In the initial analysis step, we estimated sex- and age-group-specific odds ratios linking major depressive symptoms with drinking onset. Based on the theoretical model for major depression and due to the nature of the assessment, two sets of regressions were conducted to assess the association between (a) either depressed mood or anhedonia and drinking onset among all participants under study, and (b) each of the 13 additional items relating to major depressive symptoms and drinking onset among those who had either depressed mood or anhedonia (n=33,991). We used logistic regression to estimate the association between depressed mood/anhedonia and drinking onset. For the second set of regressions, we used generalized estimation equations (GEE) with a robust estimator to take into account the inter-correlation of the 13 items relating to major depressive symptoms, (Liang and Zeger, 1986).
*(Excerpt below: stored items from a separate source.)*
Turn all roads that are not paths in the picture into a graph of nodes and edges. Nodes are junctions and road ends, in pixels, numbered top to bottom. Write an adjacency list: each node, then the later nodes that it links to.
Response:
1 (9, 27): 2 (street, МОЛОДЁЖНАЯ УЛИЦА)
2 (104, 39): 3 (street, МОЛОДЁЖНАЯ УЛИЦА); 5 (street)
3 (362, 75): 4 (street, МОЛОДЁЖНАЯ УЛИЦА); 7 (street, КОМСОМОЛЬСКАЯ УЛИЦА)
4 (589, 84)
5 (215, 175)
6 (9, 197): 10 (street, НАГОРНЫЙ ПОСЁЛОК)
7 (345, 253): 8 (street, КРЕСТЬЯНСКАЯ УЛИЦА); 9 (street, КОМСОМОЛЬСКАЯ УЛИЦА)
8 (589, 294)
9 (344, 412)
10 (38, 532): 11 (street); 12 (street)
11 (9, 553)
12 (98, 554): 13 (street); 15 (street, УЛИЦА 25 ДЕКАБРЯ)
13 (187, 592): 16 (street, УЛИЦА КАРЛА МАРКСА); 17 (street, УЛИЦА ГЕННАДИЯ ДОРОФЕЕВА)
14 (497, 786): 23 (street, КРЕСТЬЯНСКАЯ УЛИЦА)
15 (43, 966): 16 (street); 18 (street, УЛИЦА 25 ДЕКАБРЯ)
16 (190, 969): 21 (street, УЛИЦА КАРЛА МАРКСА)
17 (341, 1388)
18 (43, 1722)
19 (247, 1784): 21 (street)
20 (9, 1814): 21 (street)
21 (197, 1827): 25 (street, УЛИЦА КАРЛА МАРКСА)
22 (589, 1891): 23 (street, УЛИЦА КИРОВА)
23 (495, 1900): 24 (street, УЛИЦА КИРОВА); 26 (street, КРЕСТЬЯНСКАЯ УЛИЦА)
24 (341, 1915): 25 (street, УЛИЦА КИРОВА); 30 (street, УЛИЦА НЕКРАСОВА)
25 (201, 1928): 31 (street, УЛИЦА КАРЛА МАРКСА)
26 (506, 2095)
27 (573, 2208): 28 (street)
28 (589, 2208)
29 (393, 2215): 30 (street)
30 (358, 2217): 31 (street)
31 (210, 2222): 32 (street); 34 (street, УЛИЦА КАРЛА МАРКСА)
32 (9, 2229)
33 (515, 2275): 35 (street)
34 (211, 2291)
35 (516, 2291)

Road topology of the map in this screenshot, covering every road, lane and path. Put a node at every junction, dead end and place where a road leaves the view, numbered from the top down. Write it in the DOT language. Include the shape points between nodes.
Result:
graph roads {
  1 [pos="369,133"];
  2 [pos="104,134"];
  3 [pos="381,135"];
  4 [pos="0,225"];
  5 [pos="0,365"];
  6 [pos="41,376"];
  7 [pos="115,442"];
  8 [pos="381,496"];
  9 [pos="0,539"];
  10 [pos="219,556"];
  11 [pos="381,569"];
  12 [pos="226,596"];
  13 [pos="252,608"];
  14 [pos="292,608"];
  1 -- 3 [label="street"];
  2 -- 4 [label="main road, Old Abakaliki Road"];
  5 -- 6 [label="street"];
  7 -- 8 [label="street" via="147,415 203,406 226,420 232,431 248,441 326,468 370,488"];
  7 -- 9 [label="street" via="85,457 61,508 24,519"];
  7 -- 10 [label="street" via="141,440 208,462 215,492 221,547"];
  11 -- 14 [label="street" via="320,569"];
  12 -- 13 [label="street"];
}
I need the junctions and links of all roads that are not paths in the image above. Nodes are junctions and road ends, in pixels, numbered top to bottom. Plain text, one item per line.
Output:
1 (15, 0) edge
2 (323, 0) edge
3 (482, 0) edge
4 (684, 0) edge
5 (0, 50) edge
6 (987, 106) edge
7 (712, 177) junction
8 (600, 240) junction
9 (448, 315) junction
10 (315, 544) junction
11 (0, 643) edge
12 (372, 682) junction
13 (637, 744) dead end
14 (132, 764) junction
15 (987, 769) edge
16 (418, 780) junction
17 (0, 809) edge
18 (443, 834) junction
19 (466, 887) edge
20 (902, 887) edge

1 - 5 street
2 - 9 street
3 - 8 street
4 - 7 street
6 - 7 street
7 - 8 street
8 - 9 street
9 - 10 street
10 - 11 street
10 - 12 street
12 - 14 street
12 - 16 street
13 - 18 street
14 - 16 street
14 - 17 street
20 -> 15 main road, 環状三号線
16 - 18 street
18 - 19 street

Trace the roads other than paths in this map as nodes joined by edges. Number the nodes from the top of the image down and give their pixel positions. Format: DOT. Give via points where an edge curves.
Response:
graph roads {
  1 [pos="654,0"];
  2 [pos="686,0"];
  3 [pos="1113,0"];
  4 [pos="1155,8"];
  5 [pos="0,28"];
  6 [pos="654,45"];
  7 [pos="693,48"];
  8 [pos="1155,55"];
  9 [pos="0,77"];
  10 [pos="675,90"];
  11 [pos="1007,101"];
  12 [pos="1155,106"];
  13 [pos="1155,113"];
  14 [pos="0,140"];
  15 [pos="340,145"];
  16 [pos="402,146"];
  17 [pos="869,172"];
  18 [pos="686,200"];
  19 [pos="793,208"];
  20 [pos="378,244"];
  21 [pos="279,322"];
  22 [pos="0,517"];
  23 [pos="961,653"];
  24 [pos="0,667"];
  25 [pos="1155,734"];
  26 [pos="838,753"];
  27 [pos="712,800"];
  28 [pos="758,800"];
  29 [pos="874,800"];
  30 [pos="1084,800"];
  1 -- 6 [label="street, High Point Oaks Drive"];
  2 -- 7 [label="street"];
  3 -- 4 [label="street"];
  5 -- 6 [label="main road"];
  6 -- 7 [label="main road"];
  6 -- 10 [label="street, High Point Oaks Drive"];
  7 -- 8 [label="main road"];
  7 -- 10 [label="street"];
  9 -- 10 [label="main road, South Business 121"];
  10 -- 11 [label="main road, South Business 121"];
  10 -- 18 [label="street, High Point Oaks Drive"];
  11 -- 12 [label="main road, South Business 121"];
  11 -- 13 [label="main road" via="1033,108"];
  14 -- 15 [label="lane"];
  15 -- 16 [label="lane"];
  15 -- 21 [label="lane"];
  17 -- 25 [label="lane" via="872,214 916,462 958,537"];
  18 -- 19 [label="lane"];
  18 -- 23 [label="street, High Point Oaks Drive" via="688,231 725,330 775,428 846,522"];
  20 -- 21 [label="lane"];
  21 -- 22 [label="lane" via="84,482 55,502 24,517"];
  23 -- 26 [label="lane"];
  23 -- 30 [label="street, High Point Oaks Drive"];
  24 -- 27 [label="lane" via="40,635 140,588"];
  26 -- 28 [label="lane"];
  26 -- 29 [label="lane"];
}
In subsequent analysis steps, we conducted exploratory factor analysis using a random 10% of the sample to investigate the factor structure of the 13 items among individuals who had depressed mood or anhedonia. The best fitting model was determined by jointly considering the substantive meaning of the factor structure and fit indices (i.e., the eigenvalue; Root Mean Square Error Of Approximation, RMSEA; Tucker Lewis Index, TLI; Comparative Fit Index, CFI; Standardized Root Mean Square Residual, SRMR; and correlation coefficient across factors). Previous studies suggest that RMSEA<0.08, TLI/CFI>0.95, and SRMR<0.08 are indications of good model fit (Bentler, 1990; Hu and Bentler, 1999; Vuong, 1989).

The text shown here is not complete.